When it comes to available costs, they are relatively limited. In appeals to the circuit court, the following costs on appeal may be taxed:
(1) printing of briefs, or if briefs were typewritten, a charge of $1 per original page;
(2) obtaining any stay bond;
(3) the transcript and necessary copies of it;
(4) documents required for the record on appeal;
(5) fees paid to the clerk or to the trial court clerk incident to the appeal;
(6) taxable costs and fees allowed by law in appeals under MCL 600.2441;
(7) the additional costs incurred when a party to an appeal under the Administrative Procedures Act unreasonably refused to stipulate to shortening the record as provided in MCL 24.304(2); and
(8) other expenses taxable under applicable court rules or statutes.
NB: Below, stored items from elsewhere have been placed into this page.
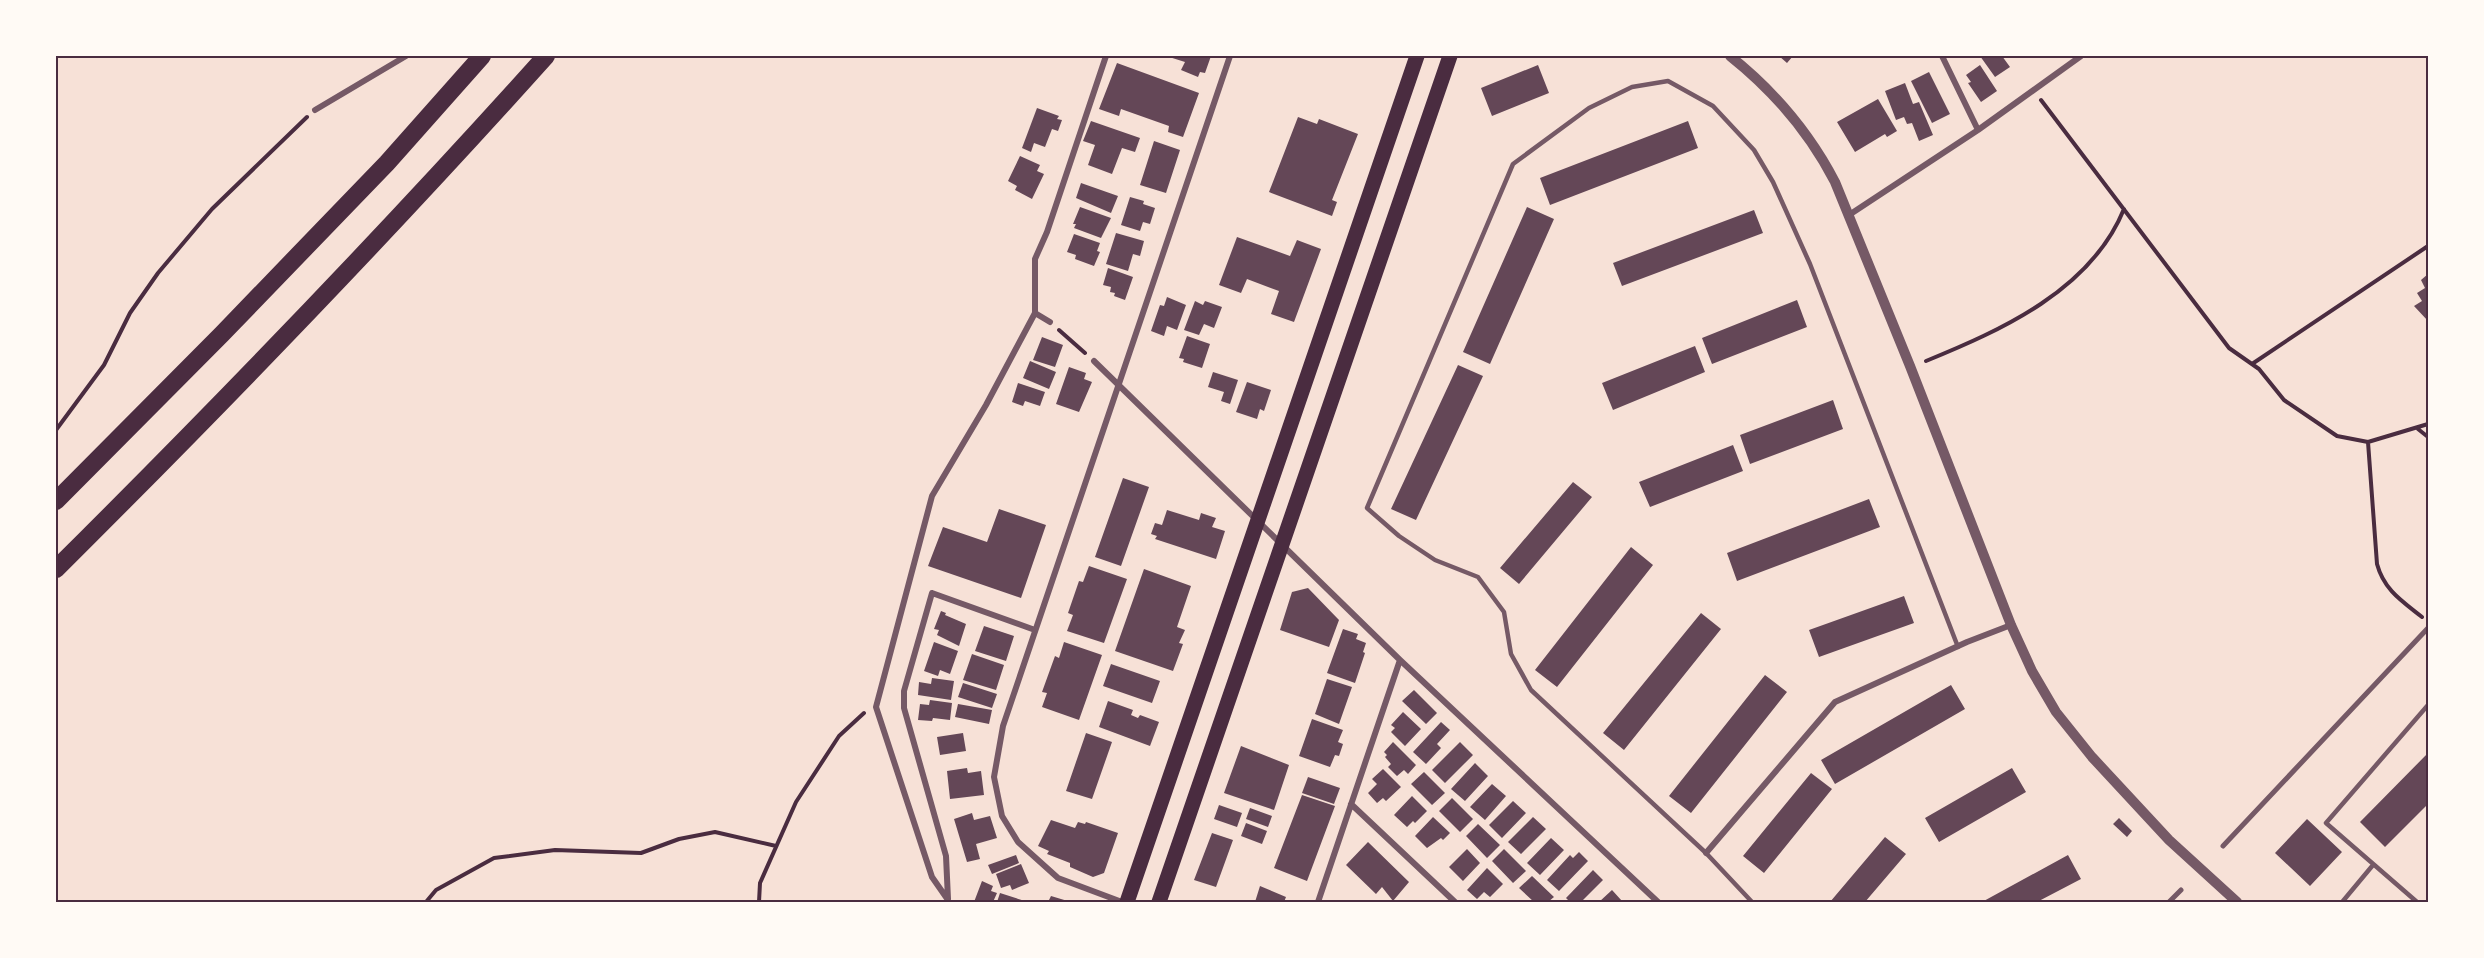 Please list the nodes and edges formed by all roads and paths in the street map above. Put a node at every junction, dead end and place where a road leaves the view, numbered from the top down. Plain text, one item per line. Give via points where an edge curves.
1 (406, 56) edge
2 (482, 56) edge
3 (546, 56) edge
4 (1106, 56) edge
5 (1230, 56) edge
6 (1417, 56) edge
7 (1450, 56) edge
8 (1730, 56) edge
9 (1942, 56) edge
10 (2081, 56) edge
11 (2034, 90) junction
12 (315, 110) joint
13 (1978, 130) junction
14 (2124, 209) junction
15 (1849, 215) junction
16 (2428, 246) edge
17 (1035, 313) junction
18 (1050, 322) joint
19 (1094, 361) joint
20 (1926, 361) dead end
21 (2253, 364) junction
22 (1118, 386) junction
23 (2428, 424) edge
24 (2417, 428) junction
25 (56, 430) edge
26 (2428, 437) edge
27 (2368, 442) junction
28 (56, 501) edge
29 (1257, 520) junction
30 (1282, 544) junction
31 (56, 569) edge
32 (2011, 625) junction
33 (2428, 625) edge
34 (1035, 630) junction
35 (1958, 647) junction
36 (1400, 660) junction
37 (2428, 705) edge
38 (876, 707) junction
39 (1351, 804) junction
40 (776, 846) junction
41 (2223, 846) dead end
42 (1706, 854) junction
43 (2373, 865) junction
44 (2181, 890) dead end
45 (948, 901) edge
46 (426, 903) edge
47 (759, 903) edge
48 (1122, 903) edge
49 (1127, 903) edge
50 (1159, 903) edge
51 (1318, 903) edge
52 (1455, 903) edge
53 (1658, 903) edge
54 (1752, 903) edge
55 (2169, 903) edge
56 (2236, 903) edge
57 (2345, 903) edge
58 (2417, 903) edge

1 - 12 street
2 - 28 highway via 354,198
3 - 31 highway via 312,310
4 - 17 street via 1035,259
5 - 22 street
6 - 29 main road
7 - 30 main road
8 - 15 street via 1754,75 1803,129 1821,156
9 - 13 street
10 - 11 street
11 - 13 street
11 - 14 path
12 - 25 path via 212,209 158,273 130,313 104,365
13 - 15 street
14 - 20 path via 2104,246 2082,273 2056,293 1966,344
14 - 21 path via 2229,348
15 - 32 street
16 - 21 path
17 - 18 street
17 - 38 street via 932,496
18 - 19 path
19 - 22 street
21 - 27 path via 2284,400 2312,421 2337,436
22 - 29 street
22 - 34 street
23 - 24 path
24 - 26 path
24 - 27 path
27 - 33 path via 2380,578
29 - 30 street
29 - 49 main road
30 - 36 street
30 - 50 main road
32 - 35 street
32 - 56 street via 2056,712 2092,757 2169,840
33 - 41 street
34 - 45 street via 932,593 904,691 904,708 946,856
34 - 48 street via 1003,726 994,777 1002,816 1018,842 1058,878
35 - 42 street via 1835,702
35 - 42 lane via 1810,264 1773,182 1754,150 1713,105 1668,81 1632,87 1589,108 1513,164 1367,508 1435,560 1478,577 1504,612 1511,654 1531,690
36 - 39 street
36 - 53 street
37 - 43 lane via 2326,823
38 - 40 path via 839,736 796,802
38 - 45 street via 932,877
39 - 51 street
39 - 52 street
40 - 46 path via 715,832 679,839 641,853 555,850 494,858 436,890
40 - 47 path via 760,883
42 - 54 lane
43 - 57 lane
43 - 58 lane
44 - 55 street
MCR 7.115(G).
In the Court of Appeals, the taxable costs on appeal include:
(1) a charge of $1 per original page for the prevailing party’s costs associated with preparation of appellant’s brief, appellee’s brief, a supplemental brief or a reply brief, not including any attachments or appendices;
(2) any appeal or stay bond;
(3) the transcript and necessary copies of it;
(4) documents required for the record on appeal;
(5) fees paid to the clerk or to the trial court clerk incident to the appeal;
(6) taxable costs allowed by law in appeals to the Supreme Court (MCL 600.2441); and
(7) other expenses taxable under applicable court rules or statutes. MCR 7.219(G).
Finally, the following costs on appeal are taxable in the Supreme Court:
(1) $375 for an application for leave to appeal or an original action;
(2) $150 for a motion for immediate consideration or a motion to expedite appeal, except that a prosecuting attorney is exempt from paying a fee under this subdivision in an appeal arising out of a criminal proceeding if the defendant is represented by a court-appointed lawyer;
(3) $75 for all other motions;
(4) 50 cents per page for a certified copy of a paper from a public record or a copy of an opinion;
(5) $5 for certified docket entries; and
(6) $1 for certification of a copy presented to the clerk.
MCR 7.319(D). Under the Supreme Court’s internal operating procedures, the prevailing party may also tax “$1.00 per original page at the application stage. No amount may be taxed for attachments to the application. For briefs in cases where leave was granted or argument was held on the application, the prevailing party may tax $2.00 per original page of the brief and the appendixes.” MSC IOP 7.319(B)(1).
In addition to the costs incurred on appeal, prevailing parties on appeal in the circuit court and Court of Appeals may also tax any “costs awarded in the court below as permitted by MCL 600.2445(4).” MCR 7.219(G); MCR 7.115(G). This is another new provision effective May 1, 2025.
In some appeals, the recoverable costs will be less than the attorney fees for compiling a bill of costs, which means that pursuing costs may not be worthwhile economically. Still, costs in some appeals may be large enough to justify their pursuit. When an attorney receives an order allowing a client to tax costs incurred in an appeal, they should provide their client with a realistic picture of the likely expense of pursuing costs, as well as the likely recovery, before pursuing an order taxing costs. Doing these calculations upfront allows a client to make an informed judgment about whether the pursuit of costs is worthwhile.